- _AVAILABLE RECORDS_:
****

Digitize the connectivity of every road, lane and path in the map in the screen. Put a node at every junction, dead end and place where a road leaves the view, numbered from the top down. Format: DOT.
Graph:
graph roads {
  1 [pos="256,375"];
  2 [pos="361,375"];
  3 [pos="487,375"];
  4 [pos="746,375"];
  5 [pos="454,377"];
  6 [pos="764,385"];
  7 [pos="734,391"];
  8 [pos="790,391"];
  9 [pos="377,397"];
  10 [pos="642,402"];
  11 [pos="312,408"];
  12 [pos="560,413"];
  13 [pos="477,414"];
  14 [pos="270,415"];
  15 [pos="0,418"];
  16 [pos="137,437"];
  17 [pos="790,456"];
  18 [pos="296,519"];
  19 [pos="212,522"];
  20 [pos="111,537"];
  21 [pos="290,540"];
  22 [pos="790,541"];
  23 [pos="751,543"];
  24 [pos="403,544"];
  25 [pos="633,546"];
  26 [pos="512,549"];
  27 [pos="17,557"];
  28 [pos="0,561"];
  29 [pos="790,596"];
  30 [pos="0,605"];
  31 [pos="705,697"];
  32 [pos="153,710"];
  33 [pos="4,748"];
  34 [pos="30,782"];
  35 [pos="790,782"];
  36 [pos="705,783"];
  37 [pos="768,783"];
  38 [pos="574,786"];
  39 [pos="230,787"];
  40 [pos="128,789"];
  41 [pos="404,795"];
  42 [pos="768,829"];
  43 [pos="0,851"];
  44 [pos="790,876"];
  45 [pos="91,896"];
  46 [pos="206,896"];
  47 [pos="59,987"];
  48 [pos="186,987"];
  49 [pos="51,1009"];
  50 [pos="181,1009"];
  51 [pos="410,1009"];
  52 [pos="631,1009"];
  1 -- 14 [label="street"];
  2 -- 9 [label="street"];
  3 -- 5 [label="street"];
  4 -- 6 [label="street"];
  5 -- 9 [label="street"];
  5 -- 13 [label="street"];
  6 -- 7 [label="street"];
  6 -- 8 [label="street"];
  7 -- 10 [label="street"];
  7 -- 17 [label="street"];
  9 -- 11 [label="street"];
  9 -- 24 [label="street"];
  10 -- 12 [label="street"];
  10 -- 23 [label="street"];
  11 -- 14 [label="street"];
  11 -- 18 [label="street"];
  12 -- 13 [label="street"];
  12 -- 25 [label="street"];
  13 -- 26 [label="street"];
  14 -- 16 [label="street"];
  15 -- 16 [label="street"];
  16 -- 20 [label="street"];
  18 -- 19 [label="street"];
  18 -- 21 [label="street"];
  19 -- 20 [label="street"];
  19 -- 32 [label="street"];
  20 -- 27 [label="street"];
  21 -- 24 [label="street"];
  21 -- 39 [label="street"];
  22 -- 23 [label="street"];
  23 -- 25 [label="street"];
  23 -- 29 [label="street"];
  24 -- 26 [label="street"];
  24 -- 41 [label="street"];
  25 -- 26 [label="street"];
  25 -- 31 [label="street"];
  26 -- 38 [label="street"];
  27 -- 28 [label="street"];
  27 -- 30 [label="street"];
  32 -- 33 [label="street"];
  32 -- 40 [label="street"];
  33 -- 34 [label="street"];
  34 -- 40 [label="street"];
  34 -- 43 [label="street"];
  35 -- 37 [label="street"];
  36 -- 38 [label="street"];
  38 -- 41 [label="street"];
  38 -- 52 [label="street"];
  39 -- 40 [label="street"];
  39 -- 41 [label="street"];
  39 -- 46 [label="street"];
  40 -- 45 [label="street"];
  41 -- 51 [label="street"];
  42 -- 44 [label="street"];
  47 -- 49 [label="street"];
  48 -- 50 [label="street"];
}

****

- _EXERCISE OBJECTIVE_: Transcribe all of the data so that each line matches the source exactly.

- _COMPLETED TASK_:
Digitize the connectivity of every road, lane and path in the map in the screen. Put a node at every junction, dead end and place where a road leaves the view, numbered from the top down. Format: DOT.
Graph:
graph roads {
  1 [pos="256,375"];
  2 [pos="361,375"];
  3 [pos="487,375"];
  4 [pos="746,375"];
  5 [pos="454,377"];
  6 [pos="764,385"];
  7 [pos="734,391"];
  8 [pos="790,391"];
  9 [pos="377,397"];
  10 [pos="642,402"];
  11 [pos="312,408"];
  12 [pos="560,413"];
  13 [pos="477,414"];
  14 [pos="270,415"];
  15 [pos="0,418"];
  16 [pos="137,437"];
  17 [pos="790,456"];
  18 [pos="296,519"];
  19 [pos="212,522"];
  20 [pos="111,537"];
  21 [pos="290,540"];
  22 [pos="790,541"];
  23 [pos="751,543"];
  24 [pos="403,544"];
  25 [pos="633,546"];
  26 [pos="512,549"];
  27 [pos="17,557"];
  28 [pos="0,561"];
  29 [pos="790,596"];
  30 [pos="0,605"];
  31 [pos="705,697"];
  32 [pos="153,710"];
  33 [pos="4,748"];
  34 [pos="30,782"];
  35 [pos="790,782"];
  36 [pos="705,783"];
  37 [pos="768,783"];
  38 [pos="574,786"];
  39 [pos="230,787"];
  40 [pos="128,789"];
  41 [pos="404,795"];
  42 [pos="768,829"];
  43 [pos="0,851"];
  44 [pos="790,876"];
  45 [pos="91,896"];
  46 [pos="206,896"];
  47 [pos="59,987"];
  48 [pos="186,987"];
  49 [pos="51,1009"];
  50 [pos="181,1009"];
  51 [pos="410,1009"];
  52 [pos="631,1009"];
  1 -- 14 [label="street"];
  2 -- 9 [label="street"];
  3 -- 5 [label="street"];
  4 -- 6 [label="street"];
  5 -- 9 [label="street"];
  5 -- 13 [label="street"];
  6 -- 7 [label="street"];
  6 -- 8 [label="street"];
  7 -- 10 [label="street"];
  7 -- 17 [label="street"];
  9 -- 11 [label="street"];
  9 -- 24 [label="street"];
  10 -- 12 [label="street"];
  10 -- 23 [label="street"];
  11 -- 14 [label="street"];
  11 -- 18 [label="street"];
  12 -- 13 [label="street"];
  12 -- 25 [label="street"];
  13 -- 26 [label="street"];
  14 -- 16 [label="street"];
  15 -- 16 [label="street"];
  16 -- 20 [label="street"];
  18 -- 19 [label="street"];
  18 -- 21 [label="street"];
  19 -- 20 [label="street"];
  19 -- 32 [label="street"];
  20 -- 27 [label="street"];
  21 -- 24 [label="street"];
  21 -- 39 [label="street"];
  22 -- 23 [label="street"];
  23 -- 25 [label="street"];
  23 -- 29 [label="street"];
  24 -- 26 [label="street"];
  24 -- 41 [label="street"];
  25 -- 26 [label="street"];
  25 -- 31 [label="street"];
  26 -- 38 [label="street"];
  27 -- 28 [label="street"];
  27 -- 30 [label="street"];
  32 -- 33 [label="street"];
  32 -- 40 [label="street"];
  33 -- 34 [label="street"];
  34 -- 40 [label="street"];
  34 -- 43 [label="street"];
  35 -- 37 [label="street"];
  36 -- 38 [label="street"];
  38 -- 41 [label="street"];
  38 -- 52 [label="street"];
  39 -- 40 [label="street"];
  39 -- 41 [label="street"];
  39 -- 46 [label="street"];
  40 -- 45 [label="street"];
  41 -- 51 [label="street"];
  42 -- 44 [label="street"];
  47 -- 49 [label="street"];
  48 -- 50 [label="street"];
}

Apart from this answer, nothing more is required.